Tanner went belowdecks. By the time Cole followed, he’d stripped out of his wetsuit and was standing in the middle of the galley buck naked, dripping wet.
“Christ,” Cole said, and tossed him a towel. “Cover that shit up.”
Tanner swiped the towel over his head to dry his hair and then made a halfhearted attempt to dry his face, shoulders, and arms before wrapping the towel low and loose on his hips. “I’ve got a problem.”
“So you said on the phone,” Cole said. “You have some craptastic timing, by the way.”
Tanner’s brows went up. “I interrupt anything good?”
“Let’s just say you owe me. Big.”
Tanner looked at him for a long moment. “You were with Olivia.”
“I didn’t say that.”
“Didn’t have to,” Tanner said. “Face it, you can’t keep shit to yourself.”
“I can when I want to.”
Tanner was quiet for a beat. “Two weeks ago you fell into the water and needed a rescue—”
“Jesus, I misstepped. I fell. No rescue. And you’ve never made a stupid mistake?”
“I’ve made plenty, as you damn well know. Now shut your pie hole a second and listen.” Tanner pointed at Cole’s mouth when he opened it. “You’ve been going twenty-four/seven since we got here, for two straight years.”
“We all have,” Cole said, unable to keep it zipped.
“Yeah,” Tanner said. “But it’s different.
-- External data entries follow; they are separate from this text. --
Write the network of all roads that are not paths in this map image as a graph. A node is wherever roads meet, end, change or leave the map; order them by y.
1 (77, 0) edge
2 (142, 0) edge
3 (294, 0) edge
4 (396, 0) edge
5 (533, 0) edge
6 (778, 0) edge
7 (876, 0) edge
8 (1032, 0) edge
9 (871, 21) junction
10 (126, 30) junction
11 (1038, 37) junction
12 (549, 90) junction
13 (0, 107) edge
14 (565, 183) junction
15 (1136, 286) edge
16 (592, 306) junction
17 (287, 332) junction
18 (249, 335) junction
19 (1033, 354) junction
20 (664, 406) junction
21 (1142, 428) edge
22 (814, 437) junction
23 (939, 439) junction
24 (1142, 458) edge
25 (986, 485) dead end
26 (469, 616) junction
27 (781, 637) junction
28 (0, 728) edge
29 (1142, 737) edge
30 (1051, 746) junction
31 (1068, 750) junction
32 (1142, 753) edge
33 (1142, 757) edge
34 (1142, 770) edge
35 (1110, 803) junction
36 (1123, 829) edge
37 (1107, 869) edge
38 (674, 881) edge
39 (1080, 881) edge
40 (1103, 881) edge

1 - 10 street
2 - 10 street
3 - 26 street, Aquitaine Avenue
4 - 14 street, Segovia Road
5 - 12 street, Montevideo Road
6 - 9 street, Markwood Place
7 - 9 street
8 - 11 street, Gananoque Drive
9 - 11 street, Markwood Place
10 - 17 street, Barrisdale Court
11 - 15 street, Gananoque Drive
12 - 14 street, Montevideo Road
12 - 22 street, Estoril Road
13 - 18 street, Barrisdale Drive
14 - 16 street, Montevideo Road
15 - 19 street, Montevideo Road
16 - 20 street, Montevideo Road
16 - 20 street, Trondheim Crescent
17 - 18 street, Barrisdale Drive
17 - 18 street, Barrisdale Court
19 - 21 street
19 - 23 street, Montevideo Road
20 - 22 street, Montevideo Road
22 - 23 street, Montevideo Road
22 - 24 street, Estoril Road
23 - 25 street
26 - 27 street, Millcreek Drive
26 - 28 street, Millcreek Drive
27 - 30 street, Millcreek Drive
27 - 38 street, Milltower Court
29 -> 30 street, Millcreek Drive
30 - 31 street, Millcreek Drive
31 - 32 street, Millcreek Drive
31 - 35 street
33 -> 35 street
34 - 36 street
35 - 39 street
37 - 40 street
Sam gets off on the boats he makes, so that’s not work to him. Diving is the same for me. But you, you work around the clock, not because it’s your passion but because you want the charter company to succeed, and—”
“Like you don’t want that?”
“—And because you don’t want to deal.”
Cole stared at him, getting pissed off. “Deal with what?”
“You know what. Gil’s death. Your dad’s death. Both unexpected and huge blows—”
Cole made a no-shit-Sherlock sound and shoved his hands into his pockets rather than punch something. Like Tanner’s face.
“And then there’s Susan and the way she left you—”
“Okay,” Cole said tightly. “We’re not going there.”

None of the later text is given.